The records:
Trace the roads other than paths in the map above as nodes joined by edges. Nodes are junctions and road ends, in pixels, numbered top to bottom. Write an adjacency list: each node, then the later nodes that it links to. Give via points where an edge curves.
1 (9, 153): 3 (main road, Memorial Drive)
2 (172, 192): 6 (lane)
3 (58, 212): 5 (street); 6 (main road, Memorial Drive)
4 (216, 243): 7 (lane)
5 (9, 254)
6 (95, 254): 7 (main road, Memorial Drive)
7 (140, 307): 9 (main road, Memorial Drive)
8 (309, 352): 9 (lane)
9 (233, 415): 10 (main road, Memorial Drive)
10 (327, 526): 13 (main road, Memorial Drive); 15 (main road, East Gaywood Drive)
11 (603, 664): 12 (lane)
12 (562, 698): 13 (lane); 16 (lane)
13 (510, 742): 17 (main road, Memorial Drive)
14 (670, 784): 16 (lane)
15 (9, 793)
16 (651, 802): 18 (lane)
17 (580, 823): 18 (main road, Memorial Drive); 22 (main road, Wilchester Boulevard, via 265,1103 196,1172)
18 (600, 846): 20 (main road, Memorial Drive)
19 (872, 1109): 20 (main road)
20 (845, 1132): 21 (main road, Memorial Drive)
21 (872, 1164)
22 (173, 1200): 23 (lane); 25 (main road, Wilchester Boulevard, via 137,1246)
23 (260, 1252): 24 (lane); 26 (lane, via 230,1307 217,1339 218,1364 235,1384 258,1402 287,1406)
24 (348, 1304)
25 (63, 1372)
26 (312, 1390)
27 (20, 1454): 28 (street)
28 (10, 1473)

Required work:
The full data, transcribed without change, is the expected answer.

Written solution:
Trace the roads other than paths in the map above as nodes joined by edges. Nodes are junctions and road ends, in pixels, numbered top to bottom. Write an adjacency list: each node, then the later nodes that it links to. Give via points where an edge curves.
1 (9, 153): 3 (main road, Memorial Drive)
2 (172, 192): 6 (lane)
3 (58, 212): 5 (street); 6 (main road, Memorial Drive)
4 (216, 243): 7 (lane)
5 (9, 254)
6 (95, 254): 7 (main road, Memorial Drive)
7 (140, 307): 9 (main road, Memorial Drive)
8 (309, 352): 9 (lane)
9 (233, 415): 10 (main road, Memorial Drive)
10 (327, 526): 13 (main road, Memorial Drive); 15 (main road, East Gaywood Drive)
11 (603, 664): 12 (lane)
12 (562, 698): 13 (lane); 16 (lane)
13 (510, 742): 17 (main road, Memorial Drive)
14 (670, 784): 16 (lane)
15 (9, 793)
16 (651, 802): 18 (lane)
17 (580, 823): 18 (main road, Memorial Drive); 22 (main road, Wilchester Boulevard, via 265,1103 196,1172)
18 (600, 846): 20 (main road, Memorial Drive)
19 (872, 1109): 20 (main road)
20 (845, 1132): 21 (main road, Memorial Drive)
21 (872, 1164)
22 (173, 1200): 23 (lane); 25 (main road, Wilchester Boulevard, via 137,1246)
23 (260, 1252): 24 (lane); 26 (lane, via 230,1307 217,1339 218,1364 235,1384 258,1402 287,1406)
24 (348, 1304)
25 (63, 1372)
26 (312, 1390)
27 (20, 1454): 28 (street)
28 (10, 1473)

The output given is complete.